§ TASK
Every record below, from first to last: print it exactly as shown.

§ RAW DATA
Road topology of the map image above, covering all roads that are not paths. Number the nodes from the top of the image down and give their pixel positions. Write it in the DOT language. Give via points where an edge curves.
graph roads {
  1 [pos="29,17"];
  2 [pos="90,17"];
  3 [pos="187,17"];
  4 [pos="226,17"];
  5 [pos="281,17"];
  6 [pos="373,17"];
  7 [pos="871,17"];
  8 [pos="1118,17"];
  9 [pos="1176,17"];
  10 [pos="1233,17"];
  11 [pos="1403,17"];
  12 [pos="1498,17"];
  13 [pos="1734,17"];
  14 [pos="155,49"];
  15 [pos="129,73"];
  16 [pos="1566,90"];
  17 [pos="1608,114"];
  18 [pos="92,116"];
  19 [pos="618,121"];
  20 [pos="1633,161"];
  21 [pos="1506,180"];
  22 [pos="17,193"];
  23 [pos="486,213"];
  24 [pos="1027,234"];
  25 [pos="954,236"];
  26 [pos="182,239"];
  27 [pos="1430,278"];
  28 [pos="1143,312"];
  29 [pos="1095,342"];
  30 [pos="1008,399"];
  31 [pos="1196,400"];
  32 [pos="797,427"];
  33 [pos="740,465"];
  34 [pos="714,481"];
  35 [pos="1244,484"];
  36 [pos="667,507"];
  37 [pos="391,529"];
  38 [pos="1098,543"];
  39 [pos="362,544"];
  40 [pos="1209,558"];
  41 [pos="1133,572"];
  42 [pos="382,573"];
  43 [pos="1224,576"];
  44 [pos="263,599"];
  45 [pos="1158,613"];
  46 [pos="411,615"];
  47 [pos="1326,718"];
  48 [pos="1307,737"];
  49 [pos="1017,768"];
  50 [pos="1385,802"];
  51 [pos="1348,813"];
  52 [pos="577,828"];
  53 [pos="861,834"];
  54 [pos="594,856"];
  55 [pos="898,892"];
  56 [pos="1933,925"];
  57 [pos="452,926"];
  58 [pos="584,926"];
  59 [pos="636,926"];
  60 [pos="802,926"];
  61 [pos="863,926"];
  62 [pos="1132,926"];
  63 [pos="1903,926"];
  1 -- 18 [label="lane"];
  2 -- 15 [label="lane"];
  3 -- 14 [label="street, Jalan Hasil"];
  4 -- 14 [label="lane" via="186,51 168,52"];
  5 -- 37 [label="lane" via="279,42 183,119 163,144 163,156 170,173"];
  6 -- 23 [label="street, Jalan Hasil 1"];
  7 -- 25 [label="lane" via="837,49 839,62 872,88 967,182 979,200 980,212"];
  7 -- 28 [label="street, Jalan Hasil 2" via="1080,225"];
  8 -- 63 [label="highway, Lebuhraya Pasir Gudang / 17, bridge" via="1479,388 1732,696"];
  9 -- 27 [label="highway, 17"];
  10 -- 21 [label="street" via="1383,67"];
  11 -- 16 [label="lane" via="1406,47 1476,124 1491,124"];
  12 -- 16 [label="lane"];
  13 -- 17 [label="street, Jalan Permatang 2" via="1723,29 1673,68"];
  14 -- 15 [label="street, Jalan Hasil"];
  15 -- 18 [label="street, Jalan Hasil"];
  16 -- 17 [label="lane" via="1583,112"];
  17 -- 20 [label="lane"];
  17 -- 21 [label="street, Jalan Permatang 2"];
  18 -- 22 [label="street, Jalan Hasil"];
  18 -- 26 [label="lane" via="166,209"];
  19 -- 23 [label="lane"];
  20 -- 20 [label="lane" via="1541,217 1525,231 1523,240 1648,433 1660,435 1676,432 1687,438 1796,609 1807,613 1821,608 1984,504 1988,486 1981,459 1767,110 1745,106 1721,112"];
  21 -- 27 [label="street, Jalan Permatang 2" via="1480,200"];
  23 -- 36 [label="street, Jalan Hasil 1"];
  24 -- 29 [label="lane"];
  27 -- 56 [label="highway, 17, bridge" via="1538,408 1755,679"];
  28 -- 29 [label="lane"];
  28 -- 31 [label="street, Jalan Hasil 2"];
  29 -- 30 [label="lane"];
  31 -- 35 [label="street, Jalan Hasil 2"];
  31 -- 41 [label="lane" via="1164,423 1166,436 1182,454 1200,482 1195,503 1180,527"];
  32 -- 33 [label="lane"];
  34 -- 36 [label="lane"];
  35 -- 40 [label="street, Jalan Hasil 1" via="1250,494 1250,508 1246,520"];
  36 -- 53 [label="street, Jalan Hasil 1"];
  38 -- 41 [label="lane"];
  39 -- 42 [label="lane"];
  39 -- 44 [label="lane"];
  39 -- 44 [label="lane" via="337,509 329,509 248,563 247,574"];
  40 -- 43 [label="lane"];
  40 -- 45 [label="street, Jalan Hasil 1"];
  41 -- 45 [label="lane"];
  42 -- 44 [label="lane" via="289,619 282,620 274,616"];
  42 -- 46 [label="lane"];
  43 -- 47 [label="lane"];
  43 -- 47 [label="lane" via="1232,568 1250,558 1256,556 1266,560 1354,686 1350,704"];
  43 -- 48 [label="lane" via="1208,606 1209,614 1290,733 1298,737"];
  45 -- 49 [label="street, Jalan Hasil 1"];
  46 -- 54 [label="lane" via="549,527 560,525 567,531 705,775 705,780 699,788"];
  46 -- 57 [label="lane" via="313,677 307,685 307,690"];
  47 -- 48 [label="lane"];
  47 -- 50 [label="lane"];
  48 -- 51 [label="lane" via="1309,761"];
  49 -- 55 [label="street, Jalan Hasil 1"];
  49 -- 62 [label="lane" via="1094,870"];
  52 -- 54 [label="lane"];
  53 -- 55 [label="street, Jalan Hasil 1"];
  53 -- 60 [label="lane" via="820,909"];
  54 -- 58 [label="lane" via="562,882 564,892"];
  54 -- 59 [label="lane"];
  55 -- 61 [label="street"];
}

§ ANSWER SPACE
Road topology of the map image above, covering all roads that are not paths. Number the nodes from the top of the image down and give their pixel positions. Write it in the DOT language. Give via points where an edge curves.
graph roads {
  1 [pos="29,17"];
  2 [pos="90,17"];
  3 [pos="187,17"];
  4 [pos="226,17"];
  5 [pos="281,17"];
  6 [pos="373,17"];
  7 [pos="871,17"];
  8 [pos="1118,17"];
  9 [pos="1176,17"];
  10 [pos="1233,17"];
  11 [pos="1403,17"];
  12 [pos="1498,17"];
  13 [pos="1734,17"];
  14 [pos="155,49"];
  15 [pos="129,73"];
  16 [pos="1566,90"];
  17 [pos="1608,114"];
  18 [pos="92,116"];
  19 [pos="618,121"];
  20 [pos="1633,161"];
  21 [pos="1506,180"];
  22 [pos="17,193"];
  23 [pos="486,213"];
  24 [pos="1027,234"];
  25 [pos="954,236"];
  26 [pos="182,239"];
  27 [pos="1430,278"];
  28 [pos="1143,312"];
  29 [pos="1095,342"];
  30 [pos="1008,399"];
  31 [pos="1196,400"];
  32 [pos="797,427"];
  33 [pos="740,465"];
  34 [pos="714,481"];
  35 [pos="1244,484"];
  36 [pos="667,507"];
  37 [pos="391,529"];
  38 [pos="1098,543"];
  39 [pos="362,544"];
  40 [pos="1209,558"];
  41 [pos="1133,572"];
  42 [pos="382,573"];
  43 [pos="1224,576"];
  44 [pos="263,599"];
  45 [pos="1158,613"];
  46 [pos="411,615"];
  47 [pos="1326,718"];
  48 [pos="1307,737"];
  49 [pos="1017,768"];
  50 [pos="1385,802"];
  51 [pos="1348,813"];
  52 [pos="577,828"];
  53 [pos="861,834"];
  54 [pos="594,856"];
  55 [pos="898,892"];
  56 [pos="1933,925"];
  57 [pos="452,926"];
  58 [pos="584,926"];
  59 [pos="636,926"];
  60 [pos="802,926"];
  61 [pos="863,926"];
  62 [pos="1132,926"];
  63 [pos="1903,926"];
  1 -- 18 [label="lane"];
  2 -- 15 [label="lane"];
  3 -- 14 [label="street, Jalan Hasil"];
  4 -- 14 [label="lane" via="186,51 168,52"];
  5 -- 37 [label="lane" via="279,42 183,119 163,144 163,156 170,173"];
  6 -- 23 [label="street, Jalan Hasil 1"];
  7 -- 25 [label="lane" via="837,49 839,62 872,88 967,182 979,200 980,212"];
  7 -- 28 [label="street, Jalan Hasil 2" via="1080,225"];
  8 -- 63 [label="highway, Lebuhraya Pasir Gudang / 17, bridge" via="1479,388 1732,696"];
  9 -- 27 [label="highway, 17"];
  10 -- 21 [label="street" via="1383,67"];
  11 -- 16 [label="lane" via="1406,47 1476,124 1491,124"];
  12 -- 16 [label="lane"];
  13 -- 17 [label="street, Jalan Permatang 2" via="1723,29 1673,68"];
  14 -- 15 [label="street, Jalan Hasil"];
  15 -- 18 [label="street, Jalan Hasil"];
  16 -- 17 [label="lane" via="1583,112"];
  17 -- 20 [label="lane"];
  17 -- 21 [label="street, Jalan Permatang 2"];
  18 -- 22 [label="street, Jalan Hasil"];
  18 -- 26 [label="lane" via="166,209"];
  19 -- 23 [label="lane"];
  20 -- 20 [label="lane" via="1541,217 1525,231 1523,240 1648,433 1660,435 1676,432 1687,438 1796,609 1807,613 1821,608 1984,504 1988,486 1981,459 1767,110 1745,106 1721,112"];
  21 -- 27 [label="street, Jalan Permatang 2" via="1480,200"];
  23 -- 36 [label="street, Jalan Hasil 1"];
  24 -- 29 [label="lane"];
  27 -- 56 [label="highway, 17, bridge" via="1538,408 1755,679"];
  28 -- 29 [label="lane"];
  28 -- 31 [label="street, Jalan Hasil 2"];
  29 -- 30 [label="lane"];
  31 -- 35 [label="street, Jalan Hasil 2"];
  31 -- 41 [label="lane" via="1164,423 1166,436 1182,454 1200,482 1195,503 1180,527"];
  32 -- 33 [label="lane"];
  34 -- 36 [label="lane"];
  35 -- 40 [label="street, Jalan Hasil 1" via="1250,494 1250,508 1246,520"];
  36 -- 53 [label="street, Jalan Hasil 1"];
  38 -- 41 [label="lane"];
  39 -- 42 [label="lane"];
  39 -- 44 [label="lane"];
  39 -- 44 [label="lane" via="337,509 329,509 248,563 247,574"];
  40 -- 43 [label="lane"];
  40 -- 45 [label="street, Jalan Hasil 1"];
  41 -- 45 [label="lane"];
  42 -- 44 [label="lane" via="289,619 282,620 274,616"];
  42 -- 46 [label="lane"];
  43 -- 47 [label="lane"];
  43 -- 47 [label="lane" via="1232,568 1250,558 1256,556 1266,560 1354,686 1350,704"];
  43 -- 48 [label="lane" via="1208,606 1209,614 1290,733 1298,737"];
  45 -- 49 [label="street, Jalan Hasil 1"];
  46 -- 54 [label="lane" via="549,527 560,525 567,531 705,775 705,780 699,788"];
  46 -- 57 [label="lane" via="313,677 307,685 307,690"];
  47 -- 48 [label="lane"];
  47 -- 50 [label="lane"];
  48 -- 51 [label="lane" via="1309,761"];
  49 -- 55 [label="street, Jalan Hasil 1"];
  49 -- 62 [label="lane" via="1094,870"];
  52 -- 54 [label="lane"];
  53 -- 55 [label="street, Jalan Hasil 1"];
  53 -- 60 [label="lane" via="820,909"];
  54 -- 58 [label="lane" via="562,882 564,892"];
  54 -- 59 [label="lane"];
  55 -- 61 [label="street"];
}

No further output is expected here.